Мой город — Москва
Выбрать другой город:
Учёба.ру WWW.UCHEBA.RU
 

Свое чужое: должна ли школа учить уважению

При путешествии из России в Европу у многих возникает культурный шок: люди на Западе уважают личное пространство других, ощущается абсолютно другое отношение к личности: не потребительское, но весьма чуткое и основанное на идее понимания проблем каждого человека в отдельности. Почему эти два мира так сильно отличаются друг от друга? Какую роль в этом сыграла история, и что западное образование делает для воспитания уважения к личному пространству?

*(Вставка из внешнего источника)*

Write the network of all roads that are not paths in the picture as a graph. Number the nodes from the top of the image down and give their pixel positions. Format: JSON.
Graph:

Об этом мы поговорили с философами, историками и антропологами.
Сергей Зотов
11 марта 2016
Евгений Пчелов,
кандидат исторических наук, доцент, заведующий кафедрой вспомогательных и специальных исторических дисциплин факультета архивного дела Историко-архивного института РГГУ
Правда ли, что в современной России человек не так сильно разграничен с обществом, как в западноевропейской традиции? Откуда этот «коллективизм»? Это связано с историей России или СССР?

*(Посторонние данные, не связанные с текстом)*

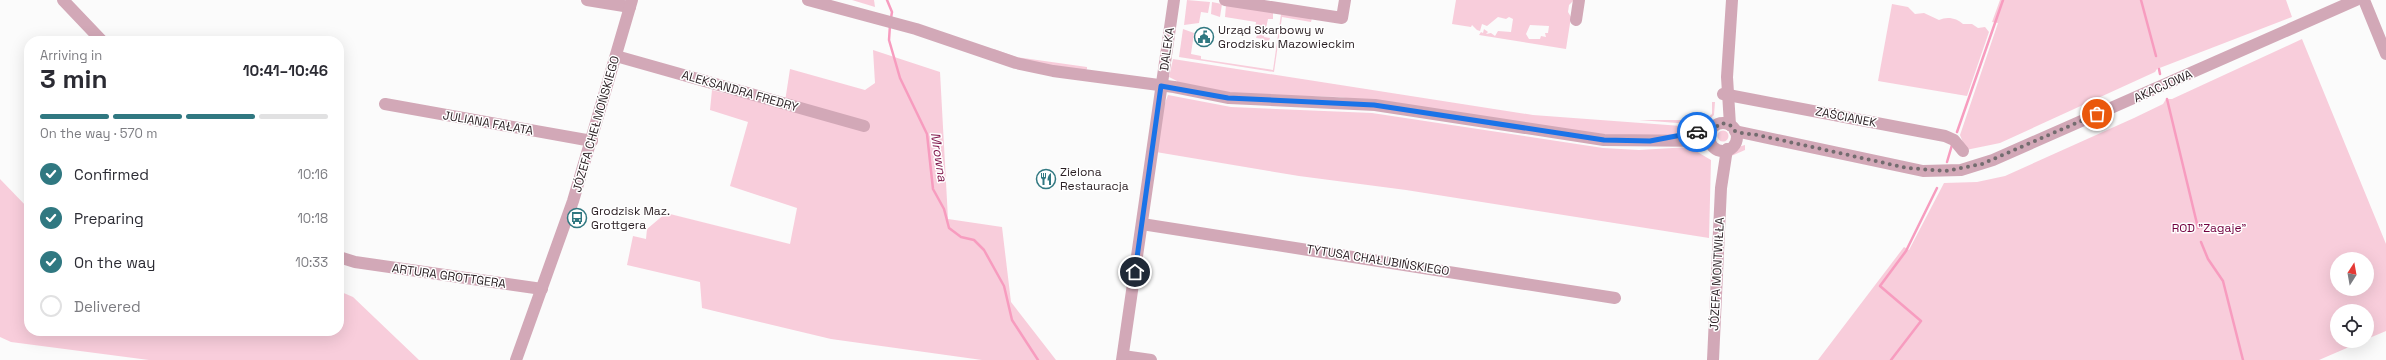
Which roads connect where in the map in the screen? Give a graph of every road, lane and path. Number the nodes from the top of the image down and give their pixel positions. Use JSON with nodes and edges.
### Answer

Конечно, правда, и это давняя традиция, которая родилась не сейчас. Я думаю, что она покоится на нескольких весьма старых, если не сказать древних основаниях. И именно эти многовековые основания постоянно реанимируют пресловутый отечественный «коллективизм». На мой взгляд, основания эти следующие. Во-первых, общинный характер земледелия и социального устройства русской деревни. Крестьянская община (или в древнерусской терминологии «вервь») существовала, по меньшей мере, со времён Русской правды. Именно этот «коллективный» способ низовой социальной организации оказался настолько устойчивым, что даже земельная реформа Столыпина не смогла его сломать. Россия была страной крестьянской, земледельческой и очень архаичной по способу аграрного производства. Отсюда и столь долгое сохранение архаичных форм деревенской жизни. Определялось ли это природными условиями, судить не берусь, но сам по себе земледельческий труд в европейской части России был делом очень тяжелым и малопродуктивным. Общинная организация естественным образом была сопряжена с доминированием общего над частным, со своеобразной «публичностью» частной жизни, гипертрофированным значением крестьянского «мира» («перед всем миром», «всем миром», «на миру и смерть красна» и т. д.).

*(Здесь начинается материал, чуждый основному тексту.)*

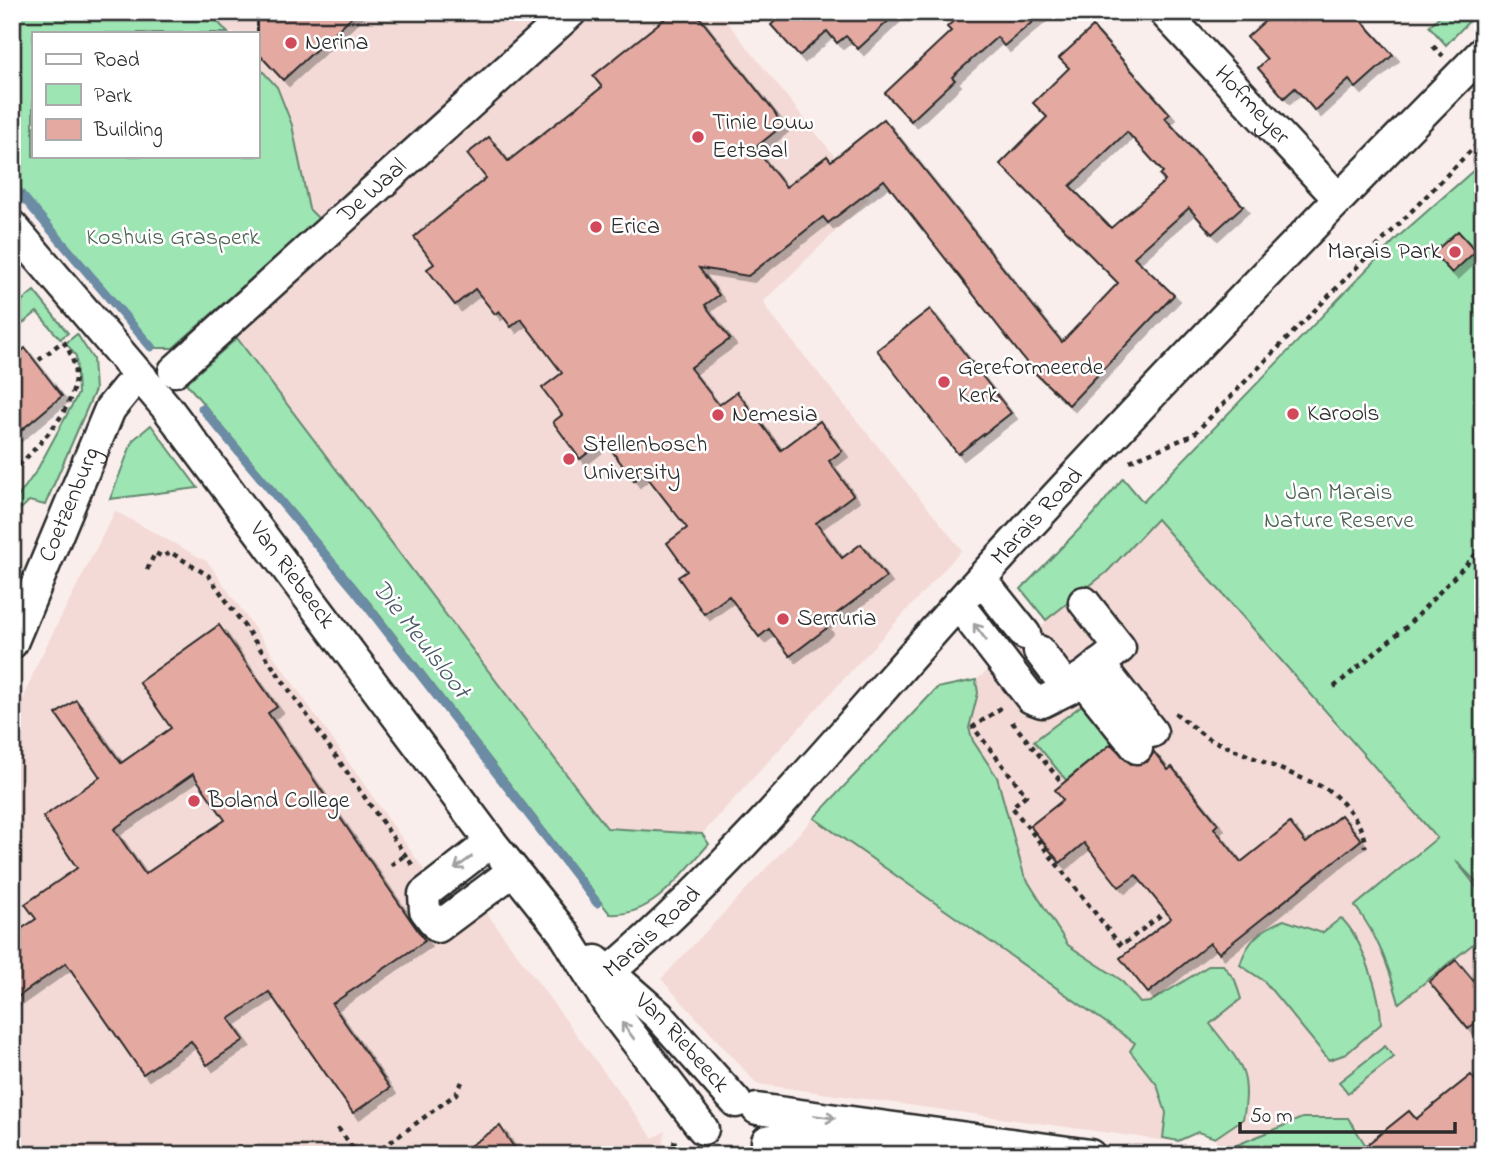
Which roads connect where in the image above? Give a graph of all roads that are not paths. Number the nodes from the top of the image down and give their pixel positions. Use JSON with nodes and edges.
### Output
{"nodes":[{"id":1,"x":570,"y":12,"type":"edge"},
{"id":2,"x":1164,"y":12,"type":"edge"},
{"id":3,"x":1483,"y":52,"type":"edge"},
{"id":4,"x":1338,"y":198,"type":"junction"},
{"id":5,"x":12,"y":226,"type":"edge"},
{"id":6,"x":174,"y":371,"type":"dead end"},
{"id":7,"x":142,"y":377,"type":"junction"},
{"id":8,"x":981,"y":579,"type":"junction"},
{"id":9,"x":1084,"y":602,"type":"dead end"},
{"id":10,"x":958,"y":604,"type":"junction"},
{"id":11,"x":12,"y":643,"type":"edge"},
{"id":12,"x":1083,"y":677,"type":"junction"},
{"id":13,"x":491,"y":842,"type":"junction"},
{"id":14,"x":513,"y":871,"type":"junction"},
{"id":15,"x":602,"y":978,"type":"junction"},
{"id":16,"x":746,"y":1106,"type":"junction"},
{"id":17,"x":706,"y":1142,"type":"edge"},
{"id":18,"x":764,"y":1148,"type":"edge"},
{"id":19,"x":955,"y":1155,"type":"edge"},
{"id":20,"x":1090,"y":1155,"type":"edge"}],
"edges":[{"from":1,"to":6,"type":"street","name":"De Waal"},
{"from":2,"to":4,"type":"street","name":"Hofmeyer"},
{"from":3,"to":4,"type":"street","name":"Marais Road"},
{"from":4,"to":8,"type":"street","name":"Marais Road"},
{"from":5,"to":7,"type":"street","name":"Van Riebeeck"},
{"from":7,"to":11,"type":"street","name":"Coetzenburg"},
{"from":7,"to":13,"type":"street","name":"Van Riebeeck"},
{"from":8,"to":10,"type":"street","name":"Marais Road"},
{"from":8,"to":12,"type":"street"},
{"from":9,"to":12,"type":"street"},
{"from":12,"to":10,"type":"street","one_way":true},
{"from":10,"to":15,"type":"street","name":"Marais Road"},
{"from":12,"to":12,"type":"street"},
{"from":13,"to":14,"type":"street","name":"Van Riebeeck"},
{"from":13,"to":14,"type":"street","one_way":true},
{"from":14,"to":15,"type":"street","name":"Van Riebeeck"},
{"from":15,"to":16,"type":"street","name":"Van Riebeeck"},
{"from":17,"to":15,"type":"street","name":"Van Riebeeck","one_way":true},
{"from":16,"to":17,"type":"street"},
{"from":16,"to":18,"type":"street"},
{"from":16,"to":20,"type":"street","one_way":true},
{"from":18,"to":19,"type":"street"}]}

Городской индивидуализм в дореволюционной России, конечно, зарождался, но эта «новая» культура, капиталистической по сути формации, была сломлена после 1917 г. Деревня ринулась в город, старое городское население с еле зародившимися новыми традициями подавлялось и со стороны власти сознательно «растворялось», так что чрезвычайно быстро деревенская культура полностью поглотила городское социальное пространство. Бабки на лавках перед подъездами, знающие всё про всех и всех обсуждающие — лишь один из наиболее ярких визуальных образов этой «коллективистской» традиции. Тот же глубинный архетип позволил успешно осуществить коллективизацию (слой деревенских «кулаков» был сравнительно небольшим, а их восприятие со стороны основной крестьянской массы было преимущественно негативным) и утвердить советский строй с его тотальным приматом общего над частным.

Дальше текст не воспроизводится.